:: Task brief ::
A single number is the required answer: the count of lines in the listing below that hold the string "HIGHWAY".

╭──

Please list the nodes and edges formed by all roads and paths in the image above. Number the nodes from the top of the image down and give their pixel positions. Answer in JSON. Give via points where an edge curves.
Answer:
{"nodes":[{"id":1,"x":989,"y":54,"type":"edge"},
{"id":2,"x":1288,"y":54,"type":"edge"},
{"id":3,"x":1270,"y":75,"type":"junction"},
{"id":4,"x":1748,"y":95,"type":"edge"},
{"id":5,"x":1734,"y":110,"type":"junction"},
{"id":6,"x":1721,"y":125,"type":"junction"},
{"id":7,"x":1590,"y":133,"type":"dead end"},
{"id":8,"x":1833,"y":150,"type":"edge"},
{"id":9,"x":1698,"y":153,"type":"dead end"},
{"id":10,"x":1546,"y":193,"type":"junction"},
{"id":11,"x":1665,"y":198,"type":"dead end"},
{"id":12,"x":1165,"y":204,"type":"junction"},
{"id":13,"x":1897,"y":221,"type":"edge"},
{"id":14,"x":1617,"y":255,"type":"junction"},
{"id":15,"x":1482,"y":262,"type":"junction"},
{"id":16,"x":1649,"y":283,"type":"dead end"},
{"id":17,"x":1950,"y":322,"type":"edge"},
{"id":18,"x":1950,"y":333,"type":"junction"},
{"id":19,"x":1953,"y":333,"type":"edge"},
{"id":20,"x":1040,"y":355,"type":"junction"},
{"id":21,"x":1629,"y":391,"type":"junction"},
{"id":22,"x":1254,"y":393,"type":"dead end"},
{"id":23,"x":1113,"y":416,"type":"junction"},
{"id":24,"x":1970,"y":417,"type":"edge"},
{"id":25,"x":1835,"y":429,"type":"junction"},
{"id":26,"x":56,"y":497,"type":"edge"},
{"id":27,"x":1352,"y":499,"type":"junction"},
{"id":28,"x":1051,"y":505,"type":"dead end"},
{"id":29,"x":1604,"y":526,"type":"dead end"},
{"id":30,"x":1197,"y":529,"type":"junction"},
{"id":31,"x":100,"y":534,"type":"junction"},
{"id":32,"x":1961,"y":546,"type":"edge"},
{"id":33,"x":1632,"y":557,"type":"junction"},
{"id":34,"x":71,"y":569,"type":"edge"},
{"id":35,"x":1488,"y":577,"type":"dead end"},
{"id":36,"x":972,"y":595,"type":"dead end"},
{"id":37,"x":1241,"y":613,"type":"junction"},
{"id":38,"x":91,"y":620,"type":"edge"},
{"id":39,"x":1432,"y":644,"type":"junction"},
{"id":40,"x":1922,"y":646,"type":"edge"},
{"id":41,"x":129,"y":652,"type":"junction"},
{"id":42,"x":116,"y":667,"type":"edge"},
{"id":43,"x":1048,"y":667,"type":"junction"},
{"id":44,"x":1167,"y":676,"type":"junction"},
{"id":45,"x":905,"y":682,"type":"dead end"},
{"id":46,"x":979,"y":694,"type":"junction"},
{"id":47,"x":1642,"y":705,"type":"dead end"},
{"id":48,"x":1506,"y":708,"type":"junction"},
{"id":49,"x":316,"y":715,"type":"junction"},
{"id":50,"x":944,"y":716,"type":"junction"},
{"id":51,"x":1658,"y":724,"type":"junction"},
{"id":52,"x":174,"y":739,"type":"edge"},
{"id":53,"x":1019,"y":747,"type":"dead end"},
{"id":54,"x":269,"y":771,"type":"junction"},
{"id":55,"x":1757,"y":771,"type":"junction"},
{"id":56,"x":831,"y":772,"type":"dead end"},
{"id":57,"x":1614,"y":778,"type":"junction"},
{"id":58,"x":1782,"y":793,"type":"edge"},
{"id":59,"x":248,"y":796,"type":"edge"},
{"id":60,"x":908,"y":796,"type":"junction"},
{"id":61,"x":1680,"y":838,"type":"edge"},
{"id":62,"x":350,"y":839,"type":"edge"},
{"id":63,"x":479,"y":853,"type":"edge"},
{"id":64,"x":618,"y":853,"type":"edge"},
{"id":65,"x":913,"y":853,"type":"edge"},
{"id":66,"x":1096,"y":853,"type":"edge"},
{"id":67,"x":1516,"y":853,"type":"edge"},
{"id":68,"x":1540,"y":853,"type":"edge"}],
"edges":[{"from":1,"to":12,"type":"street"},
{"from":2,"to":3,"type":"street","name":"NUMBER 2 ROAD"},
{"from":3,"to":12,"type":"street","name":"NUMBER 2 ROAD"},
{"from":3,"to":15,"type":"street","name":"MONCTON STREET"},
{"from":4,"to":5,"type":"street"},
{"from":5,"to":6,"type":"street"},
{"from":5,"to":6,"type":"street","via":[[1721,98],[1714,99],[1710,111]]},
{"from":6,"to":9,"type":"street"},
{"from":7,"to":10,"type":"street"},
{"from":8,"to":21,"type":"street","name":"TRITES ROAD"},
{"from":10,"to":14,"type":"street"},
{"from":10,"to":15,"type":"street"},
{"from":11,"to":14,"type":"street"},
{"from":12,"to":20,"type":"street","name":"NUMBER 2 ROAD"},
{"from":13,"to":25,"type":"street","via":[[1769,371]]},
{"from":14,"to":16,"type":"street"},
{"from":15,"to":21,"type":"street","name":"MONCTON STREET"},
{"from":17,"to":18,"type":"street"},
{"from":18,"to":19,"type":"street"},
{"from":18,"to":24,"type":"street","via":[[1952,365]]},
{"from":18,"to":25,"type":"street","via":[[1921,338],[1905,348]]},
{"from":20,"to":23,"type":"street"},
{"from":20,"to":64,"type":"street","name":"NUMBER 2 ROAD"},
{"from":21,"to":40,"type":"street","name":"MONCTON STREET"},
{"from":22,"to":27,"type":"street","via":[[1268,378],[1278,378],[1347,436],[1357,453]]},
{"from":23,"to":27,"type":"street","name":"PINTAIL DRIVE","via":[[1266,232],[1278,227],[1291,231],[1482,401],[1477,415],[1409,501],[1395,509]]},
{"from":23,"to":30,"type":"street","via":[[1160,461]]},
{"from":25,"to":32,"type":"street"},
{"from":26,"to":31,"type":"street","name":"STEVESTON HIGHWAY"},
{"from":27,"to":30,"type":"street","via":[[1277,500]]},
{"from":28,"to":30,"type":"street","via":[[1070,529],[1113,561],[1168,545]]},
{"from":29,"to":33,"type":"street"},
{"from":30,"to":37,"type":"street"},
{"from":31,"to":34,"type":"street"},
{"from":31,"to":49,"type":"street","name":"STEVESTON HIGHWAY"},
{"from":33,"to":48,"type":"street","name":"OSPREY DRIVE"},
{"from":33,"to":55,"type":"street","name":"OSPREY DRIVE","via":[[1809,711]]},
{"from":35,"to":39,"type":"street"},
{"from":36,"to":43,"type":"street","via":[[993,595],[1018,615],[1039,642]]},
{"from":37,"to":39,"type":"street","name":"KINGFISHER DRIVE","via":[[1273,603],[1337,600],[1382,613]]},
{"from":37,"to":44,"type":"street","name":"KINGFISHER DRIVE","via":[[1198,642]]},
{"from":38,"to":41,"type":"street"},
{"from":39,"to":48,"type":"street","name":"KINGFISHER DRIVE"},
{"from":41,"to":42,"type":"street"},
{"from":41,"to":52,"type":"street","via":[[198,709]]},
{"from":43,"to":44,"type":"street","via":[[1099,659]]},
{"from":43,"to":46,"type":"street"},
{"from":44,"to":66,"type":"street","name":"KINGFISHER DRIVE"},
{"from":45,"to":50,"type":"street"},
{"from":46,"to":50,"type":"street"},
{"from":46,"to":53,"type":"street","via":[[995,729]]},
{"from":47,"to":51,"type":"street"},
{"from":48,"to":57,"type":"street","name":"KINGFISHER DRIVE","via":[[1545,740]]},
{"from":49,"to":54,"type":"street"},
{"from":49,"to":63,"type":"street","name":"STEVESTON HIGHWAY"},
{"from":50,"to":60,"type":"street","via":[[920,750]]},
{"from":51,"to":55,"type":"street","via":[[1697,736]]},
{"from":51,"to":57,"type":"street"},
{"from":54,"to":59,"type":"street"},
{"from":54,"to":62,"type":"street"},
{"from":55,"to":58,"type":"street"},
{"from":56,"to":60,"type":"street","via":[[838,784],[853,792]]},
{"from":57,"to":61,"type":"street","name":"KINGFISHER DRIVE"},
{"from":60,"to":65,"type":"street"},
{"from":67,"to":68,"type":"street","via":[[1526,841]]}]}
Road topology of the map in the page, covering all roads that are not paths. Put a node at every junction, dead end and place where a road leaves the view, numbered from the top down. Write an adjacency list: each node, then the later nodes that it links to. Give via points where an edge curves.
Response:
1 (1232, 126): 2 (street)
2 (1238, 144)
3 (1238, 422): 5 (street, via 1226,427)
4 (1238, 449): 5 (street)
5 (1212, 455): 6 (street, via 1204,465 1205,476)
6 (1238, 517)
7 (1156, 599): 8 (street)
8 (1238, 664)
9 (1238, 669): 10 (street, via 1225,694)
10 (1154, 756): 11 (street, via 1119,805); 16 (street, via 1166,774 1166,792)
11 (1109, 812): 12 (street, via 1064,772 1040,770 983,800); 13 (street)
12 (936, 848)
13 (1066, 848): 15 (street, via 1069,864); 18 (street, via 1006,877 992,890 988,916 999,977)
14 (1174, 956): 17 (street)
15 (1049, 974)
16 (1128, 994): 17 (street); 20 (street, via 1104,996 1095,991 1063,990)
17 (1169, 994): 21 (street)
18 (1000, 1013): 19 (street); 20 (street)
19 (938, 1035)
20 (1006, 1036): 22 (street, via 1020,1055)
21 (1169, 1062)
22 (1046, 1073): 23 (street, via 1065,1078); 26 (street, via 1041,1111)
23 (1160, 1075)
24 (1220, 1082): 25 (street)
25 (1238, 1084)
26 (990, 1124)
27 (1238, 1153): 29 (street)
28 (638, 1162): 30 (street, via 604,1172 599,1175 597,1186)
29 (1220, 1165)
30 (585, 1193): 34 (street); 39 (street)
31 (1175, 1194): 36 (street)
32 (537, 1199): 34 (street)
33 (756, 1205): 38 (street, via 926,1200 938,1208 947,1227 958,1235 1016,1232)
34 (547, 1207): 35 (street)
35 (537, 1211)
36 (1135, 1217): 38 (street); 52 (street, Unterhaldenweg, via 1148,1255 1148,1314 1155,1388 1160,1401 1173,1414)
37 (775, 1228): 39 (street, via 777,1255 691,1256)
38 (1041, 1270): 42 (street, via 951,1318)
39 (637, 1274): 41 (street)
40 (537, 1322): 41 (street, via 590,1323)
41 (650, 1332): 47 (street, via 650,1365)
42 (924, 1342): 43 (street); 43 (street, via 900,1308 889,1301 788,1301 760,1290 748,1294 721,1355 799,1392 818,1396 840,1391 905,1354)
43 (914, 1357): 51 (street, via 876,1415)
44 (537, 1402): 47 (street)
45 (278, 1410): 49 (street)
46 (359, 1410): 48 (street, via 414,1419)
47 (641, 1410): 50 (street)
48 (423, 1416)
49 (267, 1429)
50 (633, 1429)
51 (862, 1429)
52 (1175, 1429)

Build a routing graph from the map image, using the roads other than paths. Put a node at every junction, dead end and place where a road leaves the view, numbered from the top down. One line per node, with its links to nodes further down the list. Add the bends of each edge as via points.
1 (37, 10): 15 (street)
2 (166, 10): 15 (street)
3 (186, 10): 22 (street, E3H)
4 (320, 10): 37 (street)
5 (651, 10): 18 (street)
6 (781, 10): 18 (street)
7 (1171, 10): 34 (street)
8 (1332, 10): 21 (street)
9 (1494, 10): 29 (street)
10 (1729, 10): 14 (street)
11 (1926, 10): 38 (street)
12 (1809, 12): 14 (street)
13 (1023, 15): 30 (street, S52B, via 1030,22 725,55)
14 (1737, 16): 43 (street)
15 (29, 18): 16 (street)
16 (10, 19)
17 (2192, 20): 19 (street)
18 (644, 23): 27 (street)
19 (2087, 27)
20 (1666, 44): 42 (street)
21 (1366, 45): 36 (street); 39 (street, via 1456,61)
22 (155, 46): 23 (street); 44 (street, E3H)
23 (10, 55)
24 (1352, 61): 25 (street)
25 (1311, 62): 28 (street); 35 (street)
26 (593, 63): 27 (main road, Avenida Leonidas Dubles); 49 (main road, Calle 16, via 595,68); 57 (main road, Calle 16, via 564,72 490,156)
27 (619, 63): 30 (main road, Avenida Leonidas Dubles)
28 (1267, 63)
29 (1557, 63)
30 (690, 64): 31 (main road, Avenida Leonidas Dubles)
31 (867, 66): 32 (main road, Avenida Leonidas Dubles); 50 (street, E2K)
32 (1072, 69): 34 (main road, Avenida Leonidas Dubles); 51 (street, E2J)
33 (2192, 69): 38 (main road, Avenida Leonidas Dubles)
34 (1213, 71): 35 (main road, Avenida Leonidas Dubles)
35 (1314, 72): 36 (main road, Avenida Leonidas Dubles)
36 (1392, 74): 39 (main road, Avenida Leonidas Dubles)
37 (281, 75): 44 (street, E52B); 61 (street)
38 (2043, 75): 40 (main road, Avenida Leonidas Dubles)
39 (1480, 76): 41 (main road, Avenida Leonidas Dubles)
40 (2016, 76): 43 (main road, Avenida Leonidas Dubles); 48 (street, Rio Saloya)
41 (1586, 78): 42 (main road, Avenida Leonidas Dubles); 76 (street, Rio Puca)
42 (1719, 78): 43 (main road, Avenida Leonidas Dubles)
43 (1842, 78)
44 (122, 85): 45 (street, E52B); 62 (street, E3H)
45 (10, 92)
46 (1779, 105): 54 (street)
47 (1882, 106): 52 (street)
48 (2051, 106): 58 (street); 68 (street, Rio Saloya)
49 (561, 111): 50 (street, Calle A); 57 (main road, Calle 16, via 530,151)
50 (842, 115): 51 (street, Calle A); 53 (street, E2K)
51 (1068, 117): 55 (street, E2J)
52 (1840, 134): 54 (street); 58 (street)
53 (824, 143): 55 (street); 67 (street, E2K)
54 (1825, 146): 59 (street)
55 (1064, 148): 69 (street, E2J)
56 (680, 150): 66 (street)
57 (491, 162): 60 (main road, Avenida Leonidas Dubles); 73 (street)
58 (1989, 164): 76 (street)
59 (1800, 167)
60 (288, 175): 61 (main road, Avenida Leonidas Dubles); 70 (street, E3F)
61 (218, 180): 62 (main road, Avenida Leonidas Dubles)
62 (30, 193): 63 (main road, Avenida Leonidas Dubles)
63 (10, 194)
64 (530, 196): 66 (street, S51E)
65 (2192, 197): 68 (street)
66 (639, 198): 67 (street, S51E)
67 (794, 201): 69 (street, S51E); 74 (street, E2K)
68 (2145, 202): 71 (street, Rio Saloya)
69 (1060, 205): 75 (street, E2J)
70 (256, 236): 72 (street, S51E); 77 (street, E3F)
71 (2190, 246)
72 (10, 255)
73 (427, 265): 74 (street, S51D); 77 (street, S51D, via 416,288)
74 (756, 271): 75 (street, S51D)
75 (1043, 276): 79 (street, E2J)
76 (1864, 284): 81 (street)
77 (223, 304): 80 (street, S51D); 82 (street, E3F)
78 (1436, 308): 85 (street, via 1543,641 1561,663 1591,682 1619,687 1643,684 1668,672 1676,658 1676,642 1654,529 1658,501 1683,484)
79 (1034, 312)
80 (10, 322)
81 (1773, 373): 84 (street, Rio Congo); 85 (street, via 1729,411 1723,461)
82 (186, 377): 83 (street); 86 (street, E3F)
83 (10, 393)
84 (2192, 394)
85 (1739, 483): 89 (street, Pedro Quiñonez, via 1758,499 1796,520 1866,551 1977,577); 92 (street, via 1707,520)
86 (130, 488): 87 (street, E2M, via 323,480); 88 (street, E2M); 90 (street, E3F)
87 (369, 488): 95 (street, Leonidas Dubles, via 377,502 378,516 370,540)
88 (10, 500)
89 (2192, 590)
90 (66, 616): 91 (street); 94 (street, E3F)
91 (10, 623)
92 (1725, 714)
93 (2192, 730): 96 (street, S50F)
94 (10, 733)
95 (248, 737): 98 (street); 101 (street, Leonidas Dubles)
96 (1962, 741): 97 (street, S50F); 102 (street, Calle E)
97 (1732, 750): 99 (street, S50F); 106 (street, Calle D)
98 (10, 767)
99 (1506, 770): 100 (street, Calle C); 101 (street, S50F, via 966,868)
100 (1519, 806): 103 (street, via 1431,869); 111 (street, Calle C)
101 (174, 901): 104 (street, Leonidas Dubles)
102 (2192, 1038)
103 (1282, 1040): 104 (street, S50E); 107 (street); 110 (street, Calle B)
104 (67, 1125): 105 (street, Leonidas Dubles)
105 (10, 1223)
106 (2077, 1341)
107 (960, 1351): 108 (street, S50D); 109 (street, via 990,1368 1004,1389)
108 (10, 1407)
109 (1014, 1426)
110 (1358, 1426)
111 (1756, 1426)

╰──

:: Exercise answer ::
3